MONDE ARABE

Libye : Le sommet de l’UA veut un cessez-le-feu et la fin des interférences

L’Union africaine (UA) veut un cessez-le-feu et la fin des interférences extérieures en Libye, a déclaré Le commissaire à la paix et la sécurité de l’UA, Smail Chergui.
S’exprimant lors d’une conférence de presse en marge du 33e sommet de l’UA, le Commissaire Chergui a indiqué qu’au long des discussions des dirigeants africains au CPS et au sommet s’est dégagée une volonté forte pour œuvrer à la cessation des hostilités en Libye.
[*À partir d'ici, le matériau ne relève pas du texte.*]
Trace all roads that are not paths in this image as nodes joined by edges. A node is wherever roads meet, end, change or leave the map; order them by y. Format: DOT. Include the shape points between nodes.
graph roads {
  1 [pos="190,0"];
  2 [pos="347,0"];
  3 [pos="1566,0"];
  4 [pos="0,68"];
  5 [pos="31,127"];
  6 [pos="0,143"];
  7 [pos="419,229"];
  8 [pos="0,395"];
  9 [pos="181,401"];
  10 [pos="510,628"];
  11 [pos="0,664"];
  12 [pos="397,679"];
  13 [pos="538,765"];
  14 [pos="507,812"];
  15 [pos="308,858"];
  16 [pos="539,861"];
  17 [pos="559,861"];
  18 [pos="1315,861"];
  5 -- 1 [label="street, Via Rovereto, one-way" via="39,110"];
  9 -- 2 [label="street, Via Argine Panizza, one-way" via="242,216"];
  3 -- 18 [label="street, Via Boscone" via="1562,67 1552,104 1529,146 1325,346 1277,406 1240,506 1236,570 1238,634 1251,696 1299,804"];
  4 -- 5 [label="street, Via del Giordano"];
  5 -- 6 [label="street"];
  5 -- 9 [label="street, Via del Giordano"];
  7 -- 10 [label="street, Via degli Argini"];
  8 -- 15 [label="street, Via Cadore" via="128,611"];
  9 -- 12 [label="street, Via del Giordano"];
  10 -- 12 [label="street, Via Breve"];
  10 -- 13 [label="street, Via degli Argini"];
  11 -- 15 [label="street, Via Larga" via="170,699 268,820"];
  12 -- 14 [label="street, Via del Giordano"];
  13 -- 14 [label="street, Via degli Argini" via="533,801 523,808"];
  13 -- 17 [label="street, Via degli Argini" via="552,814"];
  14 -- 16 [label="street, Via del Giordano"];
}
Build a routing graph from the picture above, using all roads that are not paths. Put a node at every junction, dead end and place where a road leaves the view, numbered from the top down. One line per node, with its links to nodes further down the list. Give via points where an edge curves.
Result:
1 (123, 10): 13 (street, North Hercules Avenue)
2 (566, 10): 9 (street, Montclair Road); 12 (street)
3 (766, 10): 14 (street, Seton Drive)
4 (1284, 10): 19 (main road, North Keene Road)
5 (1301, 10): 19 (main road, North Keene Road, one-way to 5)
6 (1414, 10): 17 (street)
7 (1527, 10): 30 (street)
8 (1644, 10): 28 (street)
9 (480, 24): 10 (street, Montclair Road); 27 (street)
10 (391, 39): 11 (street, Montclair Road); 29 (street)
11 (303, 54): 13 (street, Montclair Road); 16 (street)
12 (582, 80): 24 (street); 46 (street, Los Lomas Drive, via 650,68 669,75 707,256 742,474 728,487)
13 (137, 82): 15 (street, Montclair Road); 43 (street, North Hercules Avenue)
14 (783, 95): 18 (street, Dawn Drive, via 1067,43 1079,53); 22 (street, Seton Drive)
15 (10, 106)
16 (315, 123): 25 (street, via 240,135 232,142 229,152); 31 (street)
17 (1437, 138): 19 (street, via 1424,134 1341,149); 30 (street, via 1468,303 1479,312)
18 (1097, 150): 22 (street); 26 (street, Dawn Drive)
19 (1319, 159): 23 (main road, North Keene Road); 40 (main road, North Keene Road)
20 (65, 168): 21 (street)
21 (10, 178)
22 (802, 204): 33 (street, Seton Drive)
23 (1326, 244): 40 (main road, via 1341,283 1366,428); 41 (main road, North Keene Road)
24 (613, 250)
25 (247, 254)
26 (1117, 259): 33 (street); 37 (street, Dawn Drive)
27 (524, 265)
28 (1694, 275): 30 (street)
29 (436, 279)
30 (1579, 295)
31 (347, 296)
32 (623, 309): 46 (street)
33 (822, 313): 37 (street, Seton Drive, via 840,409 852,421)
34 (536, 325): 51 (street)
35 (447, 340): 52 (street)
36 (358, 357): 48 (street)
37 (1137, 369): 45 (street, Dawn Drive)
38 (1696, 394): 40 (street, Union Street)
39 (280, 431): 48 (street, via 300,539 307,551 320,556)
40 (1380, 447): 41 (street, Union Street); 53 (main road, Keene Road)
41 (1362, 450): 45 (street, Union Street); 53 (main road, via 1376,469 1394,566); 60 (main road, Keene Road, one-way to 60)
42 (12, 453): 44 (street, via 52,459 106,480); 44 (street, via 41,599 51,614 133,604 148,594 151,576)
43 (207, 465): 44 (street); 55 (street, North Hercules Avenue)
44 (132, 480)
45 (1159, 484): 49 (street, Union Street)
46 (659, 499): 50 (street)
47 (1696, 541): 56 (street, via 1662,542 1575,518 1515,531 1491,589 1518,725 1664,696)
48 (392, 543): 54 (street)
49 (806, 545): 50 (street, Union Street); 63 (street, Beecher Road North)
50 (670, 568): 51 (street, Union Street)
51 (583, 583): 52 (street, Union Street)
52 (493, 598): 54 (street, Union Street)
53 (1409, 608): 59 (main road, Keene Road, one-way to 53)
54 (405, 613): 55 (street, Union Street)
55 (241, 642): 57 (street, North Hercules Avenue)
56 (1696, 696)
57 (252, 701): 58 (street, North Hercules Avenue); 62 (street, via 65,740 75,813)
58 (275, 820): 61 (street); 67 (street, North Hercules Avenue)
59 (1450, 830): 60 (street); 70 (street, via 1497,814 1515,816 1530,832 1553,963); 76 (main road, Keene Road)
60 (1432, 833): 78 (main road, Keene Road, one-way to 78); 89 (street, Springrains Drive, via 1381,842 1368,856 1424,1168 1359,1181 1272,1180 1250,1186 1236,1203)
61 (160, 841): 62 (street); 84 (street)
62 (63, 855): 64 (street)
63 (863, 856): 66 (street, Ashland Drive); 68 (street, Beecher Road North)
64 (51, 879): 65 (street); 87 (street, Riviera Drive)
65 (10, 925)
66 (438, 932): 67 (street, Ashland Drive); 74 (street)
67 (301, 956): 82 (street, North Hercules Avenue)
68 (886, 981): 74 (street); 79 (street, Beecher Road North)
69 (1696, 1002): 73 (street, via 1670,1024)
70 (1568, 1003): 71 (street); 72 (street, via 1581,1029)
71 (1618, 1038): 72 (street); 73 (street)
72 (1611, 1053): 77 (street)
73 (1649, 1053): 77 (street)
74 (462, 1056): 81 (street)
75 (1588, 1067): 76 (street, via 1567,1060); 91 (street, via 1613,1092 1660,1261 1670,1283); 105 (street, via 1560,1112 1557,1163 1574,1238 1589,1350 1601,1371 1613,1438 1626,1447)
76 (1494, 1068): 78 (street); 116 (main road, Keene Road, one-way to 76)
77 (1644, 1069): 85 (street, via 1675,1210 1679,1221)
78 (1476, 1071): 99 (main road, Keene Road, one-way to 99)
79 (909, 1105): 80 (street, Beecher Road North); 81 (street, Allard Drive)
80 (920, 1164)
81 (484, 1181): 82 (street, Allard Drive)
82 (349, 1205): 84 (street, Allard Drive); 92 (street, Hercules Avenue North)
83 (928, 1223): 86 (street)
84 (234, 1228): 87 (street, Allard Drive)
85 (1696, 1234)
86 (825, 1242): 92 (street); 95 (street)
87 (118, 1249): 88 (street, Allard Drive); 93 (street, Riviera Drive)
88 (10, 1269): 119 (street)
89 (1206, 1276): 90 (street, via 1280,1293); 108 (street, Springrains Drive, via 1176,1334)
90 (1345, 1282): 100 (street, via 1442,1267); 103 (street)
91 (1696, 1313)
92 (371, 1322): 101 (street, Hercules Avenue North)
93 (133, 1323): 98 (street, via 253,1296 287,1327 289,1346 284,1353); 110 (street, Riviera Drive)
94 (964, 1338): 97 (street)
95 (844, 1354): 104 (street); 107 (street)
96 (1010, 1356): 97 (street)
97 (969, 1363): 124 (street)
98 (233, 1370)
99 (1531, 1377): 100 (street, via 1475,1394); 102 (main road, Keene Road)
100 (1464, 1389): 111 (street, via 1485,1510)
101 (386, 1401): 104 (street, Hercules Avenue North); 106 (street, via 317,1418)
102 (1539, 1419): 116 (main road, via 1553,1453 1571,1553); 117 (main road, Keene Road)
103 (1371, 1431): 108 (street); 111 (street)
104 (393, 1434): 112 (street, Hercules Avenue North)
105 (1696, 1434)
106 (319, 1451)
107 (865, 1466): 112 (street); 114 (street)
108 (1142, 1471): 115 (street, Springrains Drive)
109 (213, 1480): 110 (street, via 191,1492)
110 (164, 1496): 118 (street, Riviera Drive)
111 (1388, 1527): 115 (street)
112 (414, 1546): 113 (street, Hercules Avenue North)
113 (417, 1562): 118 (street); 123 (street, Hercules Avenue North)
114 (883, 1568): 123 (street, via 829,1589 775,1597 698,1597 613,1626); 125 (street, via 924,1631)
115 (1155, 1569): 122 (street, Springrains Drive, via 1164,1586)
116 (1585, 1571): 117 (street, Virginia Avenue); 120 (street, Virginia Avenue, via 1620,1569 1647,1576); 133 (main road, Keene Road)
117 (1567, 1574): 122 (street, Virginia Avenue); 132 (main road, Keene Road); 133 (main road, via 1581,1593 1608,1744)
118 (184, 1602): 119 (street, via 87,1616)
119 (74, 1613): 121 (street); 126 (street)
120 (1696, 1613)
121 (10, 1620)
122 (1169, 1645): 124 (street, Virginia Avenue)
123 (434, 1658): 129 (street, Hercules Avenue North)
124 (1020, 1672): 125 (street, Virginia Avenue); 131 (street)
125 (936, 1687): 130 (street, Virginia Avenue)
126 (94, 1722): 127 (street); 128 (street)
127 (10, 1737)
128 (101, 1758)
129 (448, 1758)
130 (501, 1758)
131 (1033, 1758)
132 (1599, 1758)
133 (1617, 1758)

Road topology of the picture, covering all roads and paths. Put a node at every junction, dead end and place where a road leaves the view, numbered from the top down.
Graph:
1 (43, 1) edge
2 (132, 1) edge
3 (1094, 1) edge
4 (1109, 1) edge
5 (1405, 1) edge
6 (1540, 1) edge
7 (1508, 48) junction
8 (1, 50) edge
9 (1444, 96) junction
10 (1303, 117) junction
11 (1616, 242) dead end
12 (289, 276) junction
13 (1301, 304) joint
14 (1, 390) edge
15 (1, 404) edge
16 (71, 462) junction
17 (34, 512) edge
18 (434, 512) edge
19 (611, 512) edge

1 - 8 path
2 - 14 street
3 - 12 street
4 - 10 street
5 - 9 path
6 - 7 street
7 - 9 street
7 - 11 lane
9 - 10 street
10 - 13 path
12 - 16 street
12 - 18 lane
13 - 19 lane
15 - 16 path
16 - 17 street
« Nous voulons le respect du cessez-le-feu, le respect de l’embargo sur les armes et nous voulons la fin des interférences dans les affaires de la Libye », a-t-il déclaré.
L’UA qui veut se ressaisir du dossier libyen souhaite coopérer avec l’ONU dans le cadre d’une mission conjointe pour évaluer la situation sur le terrain et préparer le déploiement d’une autre mission d’observateurs pour surveiller le cessez-le-feu à Tripoli et là où c’est nécessaire, a annoncé le chef du CPS lors de cette conférence de presse.
Chergui a ajouté que la réunion ayant précédé le sommet de l’UA et qui a rassemblé le CPS, le président du Comité de haut niveau de l’UA sur la Libye, le président Sassou Ngessou, le SG de l’ONU et le président de la commission de l’UA, Moussa Faki a permis « de renouer l’engagement pour une meilleur coopération entre l’UA et l’ONU ».
« Avec ces développements nous prévoyons de transférer la représentation de l’Union africaine à Tripoli », a-t-il ajouté, relevant la disponibilité de l’ONU à accueillir dans ses locaux cette représentation.
Chergui qui s’est félicité des décisions du Congrès de Berlin, a affiché la volonté du Conseil de la paix et sécurité de l’UA d’œuvrer à leurs mises en œuvre. C’est à ce titre que le CPS va prendre part à la réunion du Comité de suivi de la mise en œuvre de ces décisions prévue le 16 février à Munich, a-t-il dit.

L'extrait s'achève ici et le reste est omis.